The best results in imaging with the Pentax 67 are achieved with refined technique of using mirror lock-up followed by shutter tripping, and the camera mounted on a tripod during this process. Desertscape is correct in stating that a number of lenses are prone to showing the effects of inertial blur (mirror and shutter travel).

I find it incredulous another post has appeared here extolling the virtues of handholding the P67 at low shutter speeds when it is new users, especially, who are the most vocal (and easily deterred) at complaining about the effects of blur ruining their images with these big cameras I deal with these people a lot: "I read on the internet [insert groan and eyeroll here] where the camera can be handheld at 1/15 for super sharp pictures and " Oh, bullshit.

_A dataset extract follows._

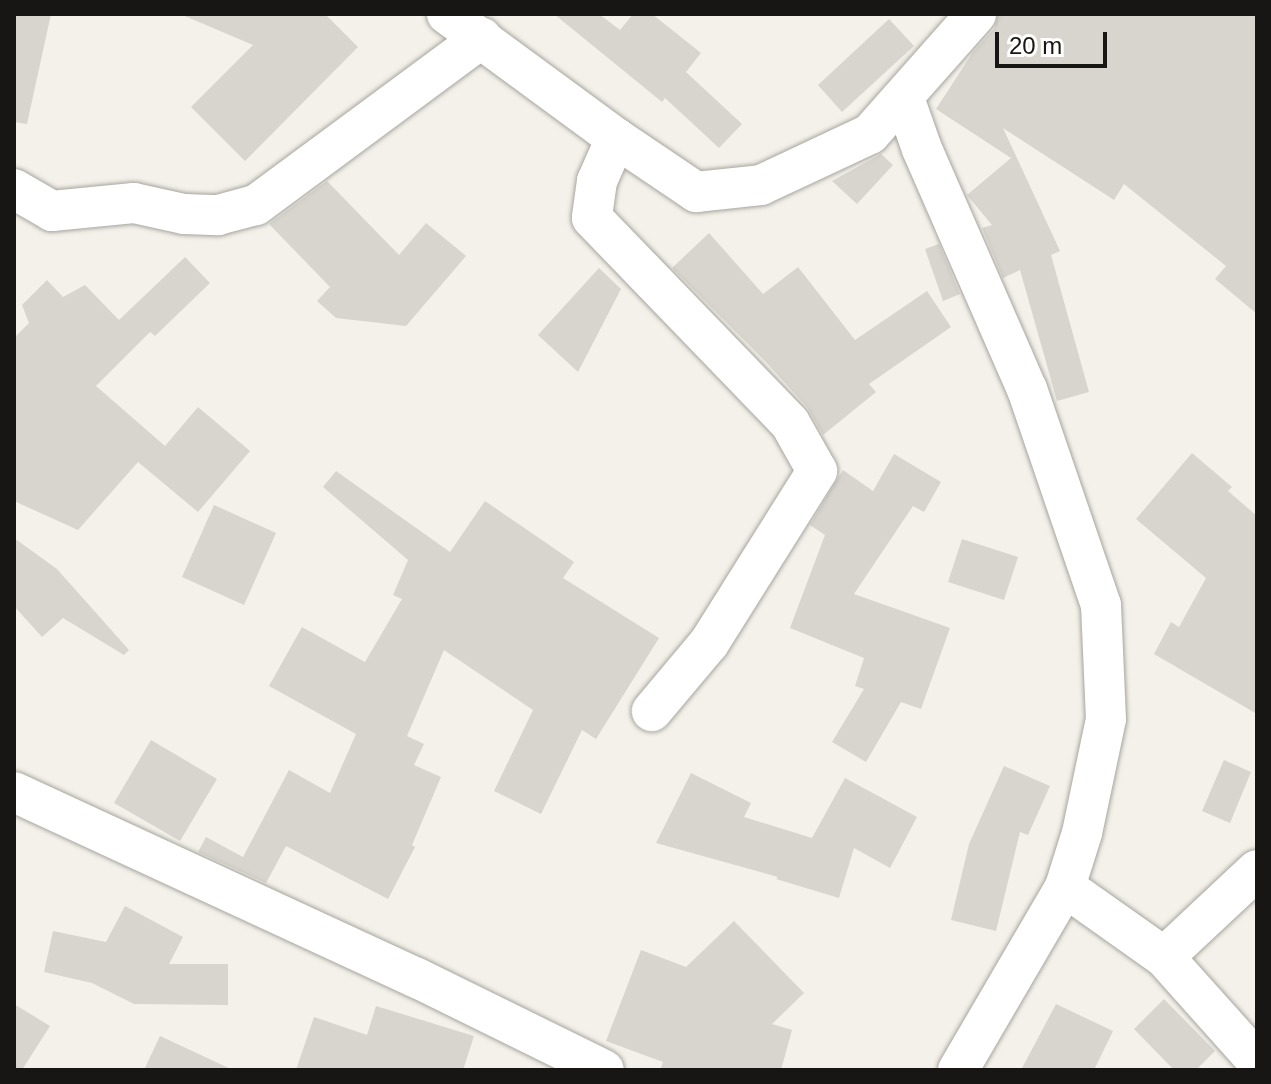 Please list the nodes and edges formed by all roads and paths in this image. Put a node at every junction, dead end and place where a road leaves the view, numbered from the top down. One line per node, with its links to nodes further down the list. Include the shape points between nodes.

Hence there is much to be gained when they skill up with tripod-based shooting so they understand how the effects of blur (however slight) and focus error can be virtually eliminated through considered technique. A number of my students have become firm devotees of tripod-mounted shooting with cameras such as the P67 (but also Hasselblads, Bronicas and Mamiyas), absolutely enthralled by the perfection achieved by learning a technique that guarantees sharp images for any enlargement size (not 6x4" postcards!). Tripod mounted shooting is also fully justified over any other technique if one is printing quite large, as I do (typically close to 1 metre across). You never saw a 4x5" camera being handheld at 25 seconds did you...?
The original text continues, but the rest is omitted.